A recent change in Alaska’s plea deal policy might mean offenders of serious sexual assault and domestic violence crimes receive less leniency, but it could also translate to more dismissals of cases involving less severe crimes, said Haines Borough interim police chief Simon Ford.
The Alaska Department of Law said in late July it would no longer negotiate plea deals for lesser sentences for people charged with domestic violence and serious crimes.
Ford said regional district attorney James Scott told him to expect more domestic violence trials in Haines. Ford attributed the recent policy change to public discontent with light sentences and Gov. Sean Parnell’s “Choose Respect” campaign.
While Ford personally likes the change, he acknowledged it will have some negative consequences. “The problem is it is going to back things up huge because it takes a lot of time and a lot of money to put on a trial and go through all that and prepare everything.”
The expense and time will likely lead to dismissals of less egregious domestic violence charges, Ford said.
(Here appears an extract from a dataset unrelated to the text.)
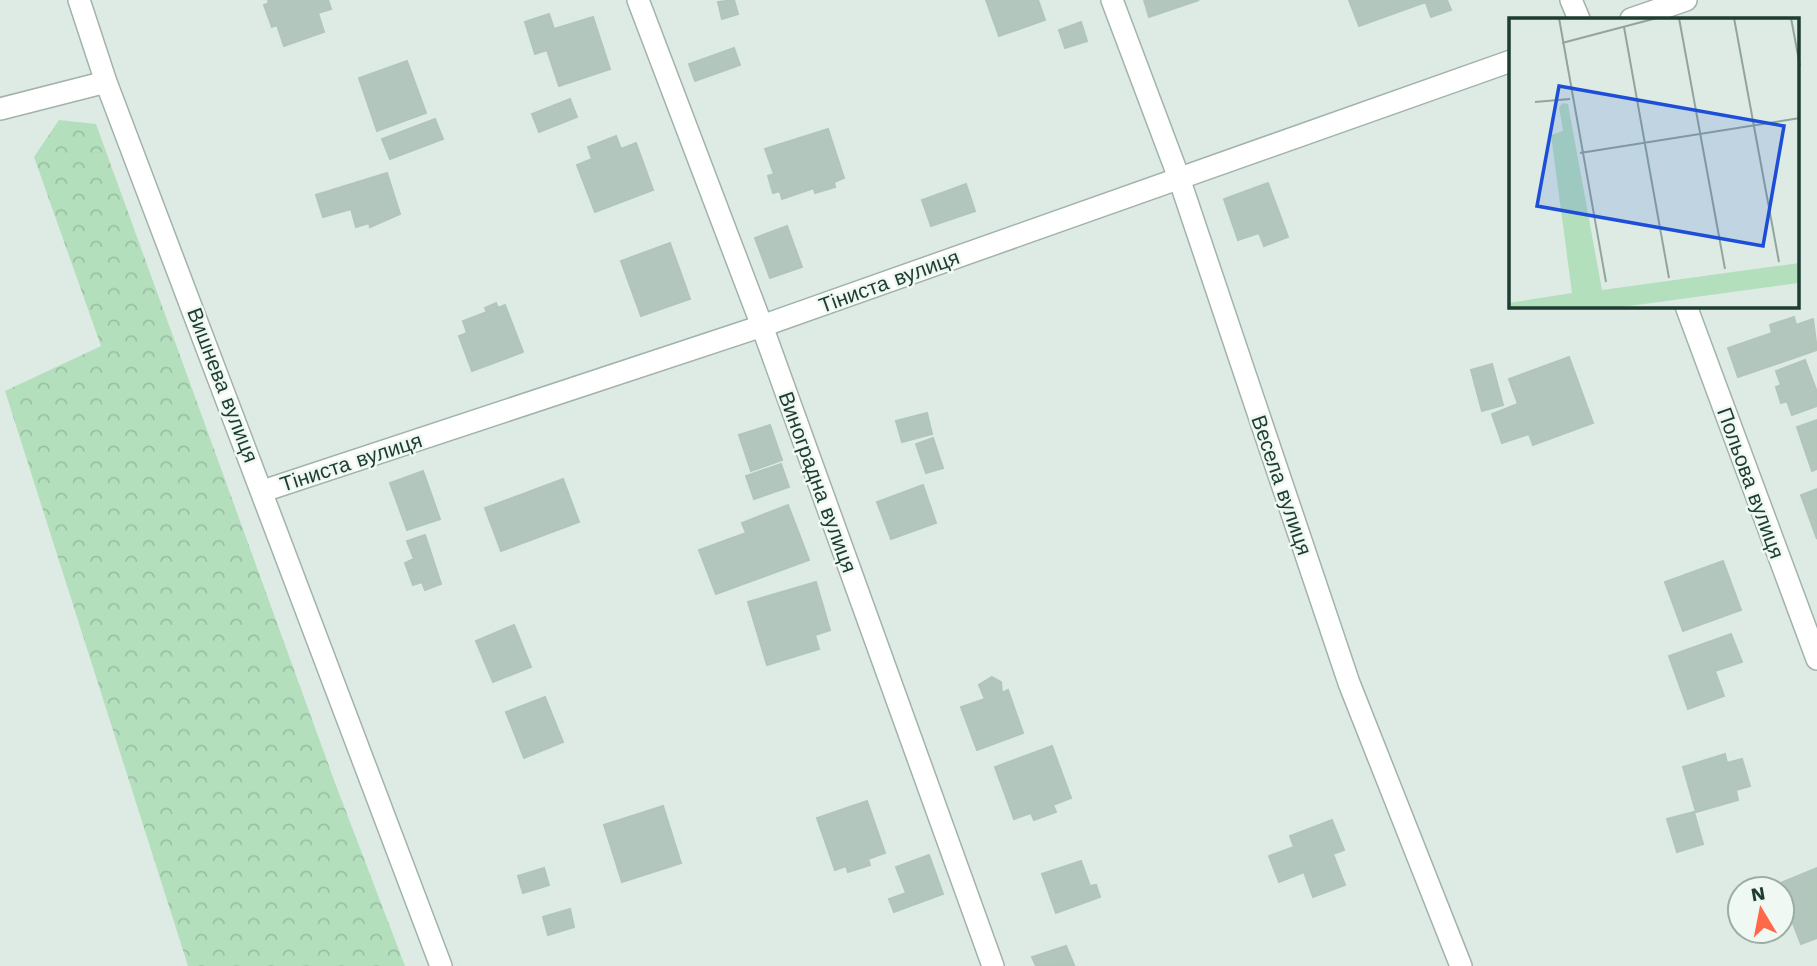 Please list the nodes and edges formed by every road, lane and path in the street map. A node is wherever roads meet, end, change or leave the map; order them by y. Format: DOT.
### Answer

“Instead of trying to get that plea bargain, they will be saying, ‘You know what, nobody got hurt. This is a he-said, she-said thing. It’s going to be hard to prove in court. I don’t know if I can get a conviction in this case. I’m just going to drop it,’” Ford said.
For example, a Haines man charged with fourth-degree assault on Aug. 25 had his charge dropped by prosecutors Sept. 12. The assault involved little more than yelling and the man grabbing a woman’s wrist, Ford said.
Ford said the policy change will sharpen the department’s evidence collection skills and other abilities, as attorneys will demand high-caliber evidence to secure convictions. “We’re really going to have to have good evidence collection, good written reports, good interviews. We’re going to have to send really good stuff to the DA,” he said.
District attorney Scott and assistant district attorney Williams were out of the office all week.